# WEB SCRAPING

Top Data Analytics Companies

Companies collect and utilize data to improve its effectiveness. 
Data Analytics services can help uncover underlying drivers of profitability and identify opportunities to optimize, etc.

The aim of this project is to scrape Goodfirms website for details about top data analytics company. 
These details includes, review, rating, year founded, location, etc.

Road Map
Stage 1

* Import necessary libraries
* Download page
* Open page
* Get details
* Extract details
* Make a dataframe

Stage 2: Code Refactoring

* Change loops to function
* Take functions to another file
* Import functions and extract
* Make a dataframe

Stage 3: Data Cleaning

Stage 4: EDA

IMPORTING THE NECESSARY LIBRARIES 

In [1]:
import requests as r 
from bs4 import BeautifulSoup 
import pandas as pd 
import plotly.express as px 
import plotly.offline as po 
po.init_notebook_mode(connected=True) 

DOWNLOADING AND SAVING THE HTML FILE 

In [2]:
url_link = ['https://www.goodfirms.co/big-data-analytics/data-analytics', 'https://www.goodfirms.co/big-data-analytics/data-analytics?page=2', 
            'https://www.goodfirms.co/big-data-analytics/data-analytics?page=3', 'https://www.goodfirms.co/big-data-analytics/data-analytics?page=4', 
            'https://www.goodfirms.co/big-data-analytics/data-analytics?page=5']

#Access url link
access = [r.get(url) for url in url_link] 

SAVING WEBPAGE TO PC 

In [3]:
for page in access:
    index = access.index(page)+1
    with open(f'page{index}.html', mode='wb') as file:
        file.write(page.content) 

PAGE 1

In [4]:
with open("page1.html", encoding='utf-8', mode='r') as file:
    bs = BeautifulSoup(file, 'lxml') 

LOCATING DETAILS 

In [5]:
firm_name = bs.find_all('span', {'itemprop': 'name'})
firm_motor = bs.find_all('p', {'class': 'profile-tagline'})
firm_reviews = bs.find_all('span', {'class': 'listinv_review_label'})
progress_value = bs.find_all('div', {'class': 'circle-progress-value'})
firm_price = bs.find_all('div', {'class': 'firm-pricing'})
firm_employees = bs.find_all('div', {'class': 'firm-employees'})
year_founded = bs.find_all('div', {'class': 'firm-founded'})
firm_location = bs.find_all('div', {'class': 'firm-location'}) 

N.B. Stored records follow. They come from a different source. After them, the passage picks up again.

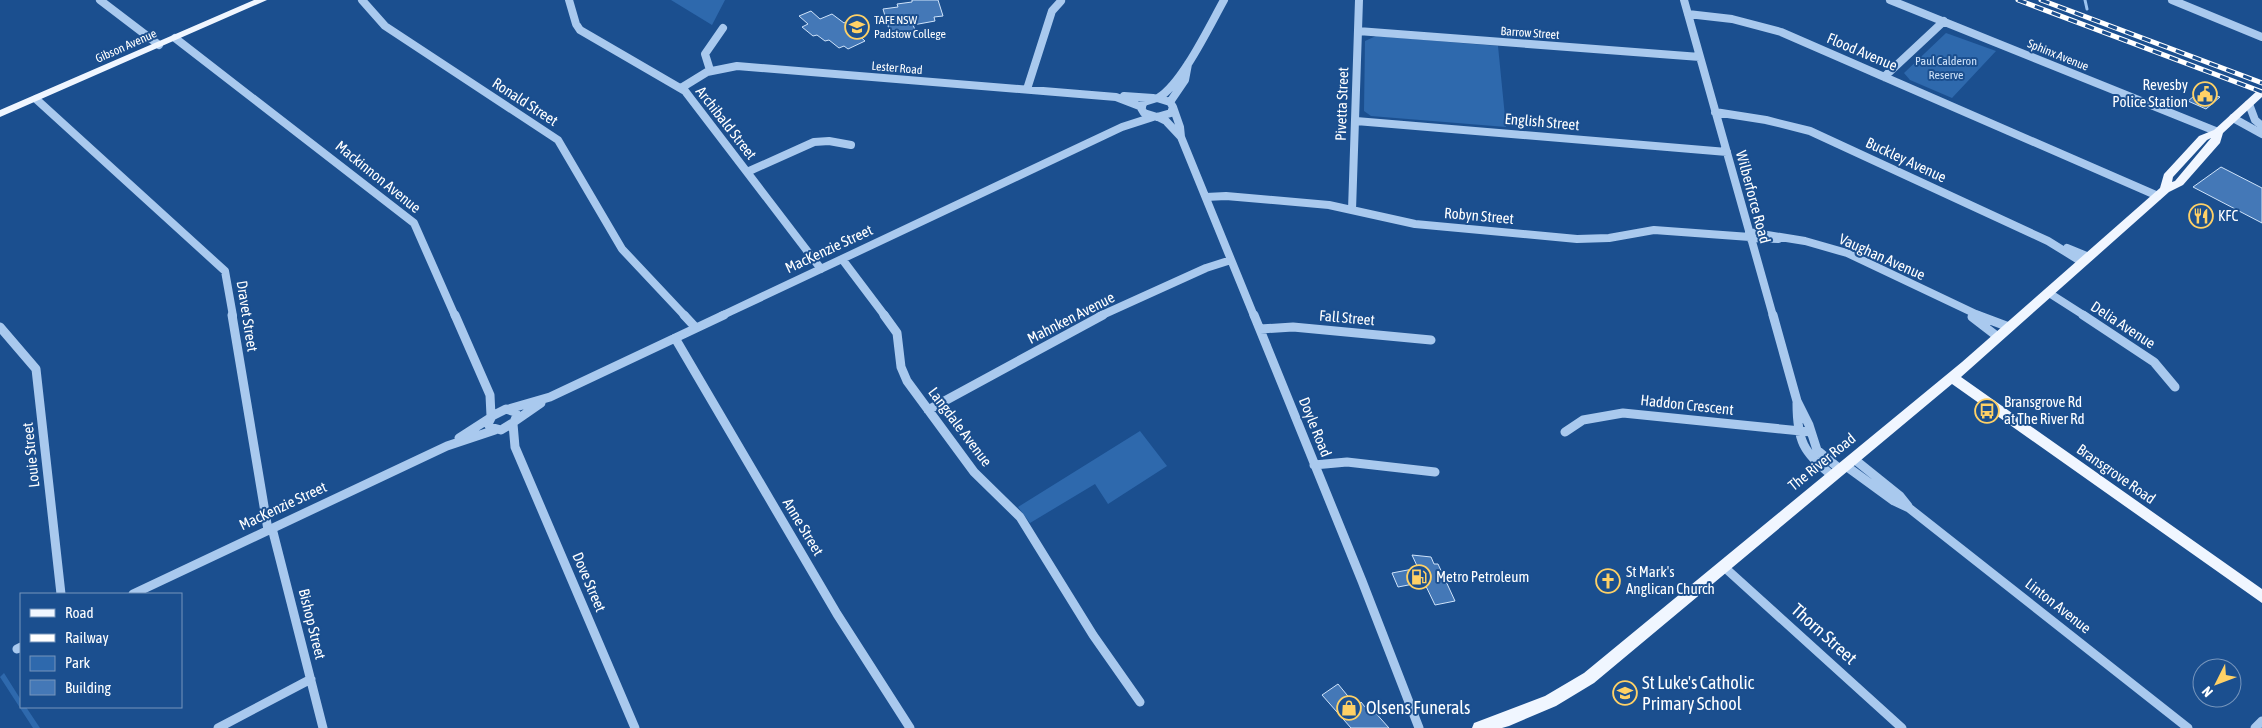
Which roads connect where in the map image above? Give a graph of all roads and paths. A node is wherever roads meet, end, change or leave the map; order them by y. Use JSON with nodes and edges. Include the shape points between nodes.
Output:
{"nodes":[{"id":1,"x":100,"y":0,"type":"edge"},
{"id":2,"x":262,"y":0,"type":"edge"},
{"id":3,"x":362,"y":0,"type":"edge"},
{"id":4,"x":569,"y":0,"type":"edge"},
{"id":5,"x":1224,"y":0,"type":"edge"},
{"id":6,"x":1359,"y":0,"type":"edge"},
{"id":7,"x":1684,"y":0,"type":"edge"},
{"id":8,"x":1890,"y":0,"type":"edge"},
{"id":9,"x":2172,"y":0,"type":"edge"},
{"id":10,"x":1061,"y":1,"type":"edge"},
{"id":11,"x":1688,"y":14,"type":"junction"},
{"id":12,"x":1944,"y":21,"type":"junction"},
{"id":13,"x":723,"y":28,"type":"dead end"},
{"id":14,"x":1358,"y":31,"type":"junction"},
{"id":15,"x":2262,"y":37,"type":"edge"},
{"id":16,"x":175,"y":38,"type":"junction"},
{"id":17,"x":159,"y":45,"type":"junction"},
{"id":18,"x":1700,"y":57,"type":"junction"},
{"id":19,"x":1188,"y":63,"type":"junction"},
{"id":20,"x":710,"y":70,"type":"junction"},
{"id":21,"x":1884,"y":76,"type":"junction"},
{"id":22,"x":681,"y":88,"type":"junction"},
{"id":23,"x":1028,"y":89,"type":"junction"},
{"id":24,"x":2262,"y":92,"type":"edge"},
{"id":25,"x":1116,"y":97,"type":"junction"},
{"id":26,"x":1157,"y":98,"type":"junction"},
{"id":27,"x":36,"y":99,"type":"junction"},
{"id":28,"x":1172,"y":104,"type":"junction"},
{"id":29,"x":2249,"y":104,"type":"junction"},
{"id":30,"x":1142,"y":108,"type":"junction"},
{"id":31,"x":0,"y":114,"type":"edge"},
{"id":32,"x":1716,"y":114,"type":"junction"},
{"id":33,"x":1155,"y":117,"type":"junction"},
{"id":34,"x":2233,"y":118,"type":"junction"},
{"id":35,"x":1356,"y":120,"type":"junction"},
{"id":36,"x":1122,"y":127,"type":"junction"},
{"id":37,"x":2262,"y":127,"type":"edge"},
{"id":38,"x":2218,"y":132,"type":"junction"},
{"id":39,"x":2262,"y":134,"type":"edge"},
{"id":40,"x":1181,"y":137,"type":"junction"},
{"id":41,"x":851,"y":145,"type":"dead end"},
{"id":42,"x":1727,"y":152,"type":"junction"},
{"id":43,"x":747,"y":172,"type":"junction"},
{"id":44,"x":2161,"y":192,"type":"junction"},
{"id":45,"x":1206,"y":196,"type":"junction"},
{"id":46,"x":1352,"y":210,"type":"junction"},
{"id":47,"x":1750,"y":236,"type":"junction"},
{"id":48,"x":842,"y":259,"type":"junction"},
{"id":49,"x":1231,"y":260,"type":"junction"},
{"id":50,"x":2086,"y":260,"type":"junction"},
{"id":51,"x":821,"y":270,"type":"junction"},
{"id":52,"x":2049,"y":293,"type":"junction"},
{"id":53,"x":1962,"y":309,"type":"junction"},
{"id":54,"x":0,"y":327,"type":"edge"},
{"id":55,"x":2009,"y":327,"type":"junction"},
{"id":56,"x":696,"y":328,"type":"junction"},
{"id":57,"x":1260,"y":329,"type":"junction"},
{"id":58,"x":1998,"y":336,"type":"junction"},
{"id":59,"x":674,"y":338,"type":"junction"},
{"id":60,"x":1431,"y":340,"type":"dead end"},
{"id":61,"x":1952,"y":377,"type":"junction"},
{"id":62,"x":2175,"y":387,"type":"dead end"},
{"id":63,"x":490,"y":395,"type":"junction"},
{"id":64,"x":550,"y":397,"type":"junction"},
{"id":65,"x":1797,"y":401,"type":"junction"},
{"id":66,"x":507,"y":409,"type":"junction"},
{"id":67,"x":928,"y":410,"type":"junction"},
{"id":68,"x":490,"y":417,"type":"junction"},
{"id":69,"x":514,"y":422,"type":"junction"},
{"id":70,"x":496,"y":430,"type":"junction"},
{"id":71,"x":1798,"y":430,"type":"junction"},
{"id":72,"x":1565,"y":432,"type":"dead end"},
{"id":73,"x":1811,"y":432,"type":"junction"},
{"id":74,"x":446,"y":446,"type":"junction"},
{"id":75,"x":515,"y":447,"type":"junction"},
{"id":76,"x":1314,"y":465,"type":"junction"},
{"id":77,"x":1843,"y":467,"type":"junction"},
{"id":78,"x":1435,"y":472,"type":"dead end"},
{"id":79,"x":270,"y":529,"type":"junction"},
{"id":80,"x":1723,"y":566,"type":"junction"},
{"id":81,"x":61,"y":593,"type":"edge"},
{"id":82,"x":135,"y":593,"type":"edge"},
{"id":83,"x":2262,"y":597,"type":"edge"},
{"id":84,"x":311,"y":679,"type":"junction"},
{"id":85,"x":1140,"y":702,"type":"dead end"},
{"id":86,"x":2262,"y":721,"type":"edge"},
{"id":87,"x":218,"y":728,"type":"edge"},
{"id":88,"x":323,"y":728,"type":"edge"},
{"id":89,"x":635,"y":728,"type":"edge"},
{"id":90,"x":910,"y":728,"type":"edge"},
{"id":91,"x":1419,"y":728,"type":"edge"},
{"id":92,"x":1480,"y":728,"type":"edge"},
{"id":93,"x":1902,"y":728,"type":"edge"},
{"id":94,"x":2188,"y":728,"type":"edge"},
{"id":95,"x":2255,"y":728,"type":"edge"}],
"edges":[{"from":1,"to":17,"type":"street"},
{"from":2,"to":16,"type":"main road","name":"Gibson Avenue"},
{"from":3,"to":56,"type":"street","name":"Ronald Street","via":[[385,26],[558,140],[622,249]]},
{"from":4,"to":22,"type":"street","name":"Archibald Street","via":[[580,30]]},
{"from":5,"to":19,"type":"street"},
{"from":6,"to":14,"type":"street","name":"Pivetta Street"},
{"from":7,"to":11,"type":"street","name":"Wilberforce Road"},
{"from":8,"to":12,"type":"street","name":"Sphinx Avenue"},
{"from":9,"to":15,"type":"street"},
{"from":10,"to":23,"type":"street","via":[[1052,11]]},
{"from":11,"to":18,"type":"street","name":"Wilberforce Road"},
{"from":11,"to":21,"type":"street","name":"Flood Avenue","via":[[1732,19],[1769,28]]},
{"from":12,"to":21,"type":"street"},
{"from":12,"to":38,"type":"street","name":"Sphinx Avenue"},
{"from":13,"to":20,"type":"street","via":[[705,54]]},
{"from":14,"to":18,"type":"street","name":"Barrow Street"},
{"from":14,"to":35,"type":"street","name":"Pivetta Street"},
{"from":16,"to":17,"type":"main road","name":"Gibson Avenue"},
{"from":16,"to":63,"type":"street","name":"Mackinnon Avenue","via":[[414,222]]},
{"from":17,"to":27,"type":"main road","name":"Gibson Avenue"},
{"from":18,"to":32,"type":"street","name":"Wilberforce Road"},
{"from":19,"to":26,"type":"street","via":[[1165,94]]},
{"from":19,"to":28,"type":"street"},
{"from":20,"to":22,"type":"street","name":"Lester Road","via":[[698,74]]},
{"from":20,"to":23,"type":"street","name":"Lester Road","via":[[743,66]]},
{"from":21,"to":44,"type":"street","name":"Flood Avenue"},
{"from":22,"to":43,"type":"street","name":"Archibald Street"},
{"from":23,"to":25,"type":"street","name":"Lester Road"},
{"from":24,"to":29,"type":"main road","name":"The River Road"},
{"from":25,"to":26,"type":"street","name":"Lester Road"},
{"from":25,"to":30,"type":"street","name":"Lester Road"},
{"from":26,"to":28,"type":"street","name":"Lester Road"},
{"from":26,"to":30,"type":"street","name":"MacKenzie Street","via":[[1146,101]]},
{"from":27,"to":31,"type":"main road","name":"Gibson Avenue"},
{"from":27,"to":79,"type":"street","name":"Dravet Street","via":[[225,271]]},
{"from":28,"to":33,"type":"street","name":"MacKenzie Street","via":[[1169,114]]},
{"from":28,"to":40,"type":"street","name":"Doyle Road"},
{"from":29,"to":34,"type":"main road","name":"The River Road"},
{"from":29,"to":37,"type":"street"},
{"from":30,"to":33,"type":"street","name":"Lester Road","via":[[1146,114]]},
{"from":30,"to":36,"type":"street","name":"MacKenzie Street"},
{"from":32,"to":42,"type":"street","name":"Wilberforce Road"},
{"from":32,"to":50,"type":"street","name":"Buckley Avenue","via":[[1780,122],[1810,132]]},
{"from":33,"to":36,"type":"street","name":"MacKenzie Street"},
{"from":33,"to":40,"type":"street","name":"Doyle Road","via":[[1166,121]]},
{"from":34,"to":37,"type":"street"},
{"from":34,"to":38,"type":"main road","name":"The River Road"},
{"from":34,"to":39,"type":"street"},
{"from":35,"to":42,"type":"street","name":"English Street"},
{"from":35,"to":46,"type":"street","name":"Pivetta Street"},
{"from":36,"to":48,"type":"street","name":"MacKenzie Street"},
{"from":38,"to":44,"type":"main road","name":"The River Road","via":[[2216,141],[2179,184]]},
{"from":40,"to":45,"type":"street","name":"Doyle Road"},
{"from":41,"to":43,"type":"street","via":[[814,142]]},
{"from":42,"to":47,"type":"street","name":"Wilberforce Road"},
{"from":43,"to":51,"type":"street","name":"Archibald Street"},
{"from":44,"to":50,"type":"main road","name":"The River Road"},
{"from":45,"to":46,"type":"street","name":"Robyn Street"},
{"from":45,"to":49,"type":"street","name":"Doyle Road"},
{"from":46,"to":47,"type":"street","name":"Robyn Street","via":[[1415,224],[1577,239],[1608,238],[1654,230]]},
{"from":47,"to":53,"type":"street","name":"Vaughan Avenue","via":[[1788,239],[1850,254]]},
{"from":47,"to":65,"type":"street","name":"Wilberforce Road"},
{"from":48,"to":51,"type":"street","name":"MacKenzie Street"},
{"from":48,"to":67,"type":"street","name":"Langdale Avenue","via":[[897,333],[903,375]]},
{"from":49,"to":57,"type":"street","name":"Doyle Road"},
{"from":49,"to":67,"type":"street","name":"Mahnken Avenue","via":[[1206,268],[1099,317]]},
{"from":50,"to":52,"type":"main road","name":"The River Road"},
{"from":51,"to":56,"type":"street","name":"MacKenzie Street"},
{"from":52,"to":55,"type":"main road","name":"The River Road"},
{"from":52,"to":62,"type":"street","name":"Delia Avenue","via":[[2141,352]]},
{"from":53,"to":55,"type":"street","name":"Vaughan Avenue"},
{"from":53,"to":58,"type":"street","name":"Vaughan Avenue"},
{"from":54,"to":81,"type":"street","name":"Louie Street","via":[[36,369]]},
{"from":55,"to":58,"type":"main road","name":"The River Road"},
{"from":56,"to":59,"type":"street","name":"MacKenzie Street"},
{"from":57,"to":60,"type":"street","name":"Fall Street","via":[[1293,327]]},
{"from":57,"to":76,"type":"street","name":"Doyle Road"},
{"from":58,"to":61,"type":"main road","name":"The River Road"},
{"from":59,"to":64,"type":"street","name":"MacKenzie Street"},
{"from":59,"to":90,"type":"street","name":"Anne Street","via":[[832,606]]},
{"from":61,"to":77,"type":"main road","name":"The River Road"},
{"from":61,"to":83,"type":"main road","name":"Bransgrove Road"},
{"from":63,"to":66,"type":"street","name":"Mackinnon Avenue"},
{"from":63,"to":68,"type":"street","name":"Mackinnon Avenue"},
{"from":64,"to":66,"type":"street","name":"MacKenzie Street"},
{"from":64,"to":69,"type":"street","name":"MacKenzie Street"},
{"from":65,"to":71,"type":"street","name":"Wilberforce Road"},
{"from":65,"to":73,"type":"street","name":"Wilberforce Road"},
{"from":66,"to":68,"type":"street"},
{"from":66,"to":69,"type":"street","via":[[515,412]]},
{"from":67,"to":85,"type":"street","name":"Langdale Avenue","via":[[974,472],[1020,517],[1093,635]]},
{"from":68,"to":70,"type":"street","via":[[488,424]]},
{"from":68,"to":74,"type":"street","name":"MacKenzie Street"},
{"from":69,"to":70,"type":"street"},
{"from":69,"to":75,"type":"street","name":"Dove Street"},
{"from":70,"to":74,"type":"street","name":"MacKenzie Street"},
{"from":70,"to":75,"type":"street","name":"Dove Street"},
{"from":71,"to":72,"type":"street","name":"Haddon Crescent","via":[[1623,412],[1583,420]]},
{"from":71,"to":73,"type":"street","name":"Haddon Crescent"},
{"from":71,"to":77,"type":"street","name":"Wilberforce Road","via":[[1806,454]]},
{"from":73,"to":77,"type":"street","name":"Wilberforce Road","via":[[1819,453]]},
{"from":74,"to":79,"type":"street","name":"MacKenzie Street"},
{"from":75,"to":89,"type":"street","name":"Dove Street"},
{"from":76,"to":78,"type":"street","via":[[1347,462]]},
{"from":76,"to":91,"type":"street","name":"Doyle Road"},
{"from":77,"to":80,"type":"main road","name":"The River Road"},
{"from":77,"to":94,"type":"street","name":"Linton Avenue","via":[[1909,508]]},
{"from":79,"to":82,"type":"street","name":"MacKenzie Street"},
{"from":79,"to":84,"type":"street","name":"Bishop Street"},
{"from":80,"to":92,"type":"main road","name":"The River Road","via":[[1568,694]]},
{"from":80,"to":93,"type":"street","name":"Thorn Street"},
{"from":84,"to":87,"type":"street"},
{"from":84,"to":88,"type":"street","name":"Bishop Street"},
{"from":86,"to":95,"type":"street"}]}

FUNCTION TO EXTRACT DETAILS 

In [6]:
def extract_detail(tag_lst):
    lst = [tag.text for tag in tag_lst]
    return pd.Series(lst)

def extract_progress_values(tag_lst):    
    service_pct = [percent[1].text for percent in enumerate(tag_lst) if percent[0]%2 ==0]
    platform_pct = [percent[1].text for percent in enumerate(tag_lst) if percent[0]%2 ==1]       
    return pd.Series(service_pct), pd.Series(platform_pct) 

EXTRACTING DETAILS 

In [7]:
name = extract_detail(firm_name[3:])
motor = extract_detail(firm_motor)
reviews = extract_detail(firm_reviews)
service, platform = extract_progress_values(progress_value)
price = extract_detail(firm_price)
employees = extract_detail(firm_employees)
year = extract_detail(year_founded)
location = extract_detail(firm_location) 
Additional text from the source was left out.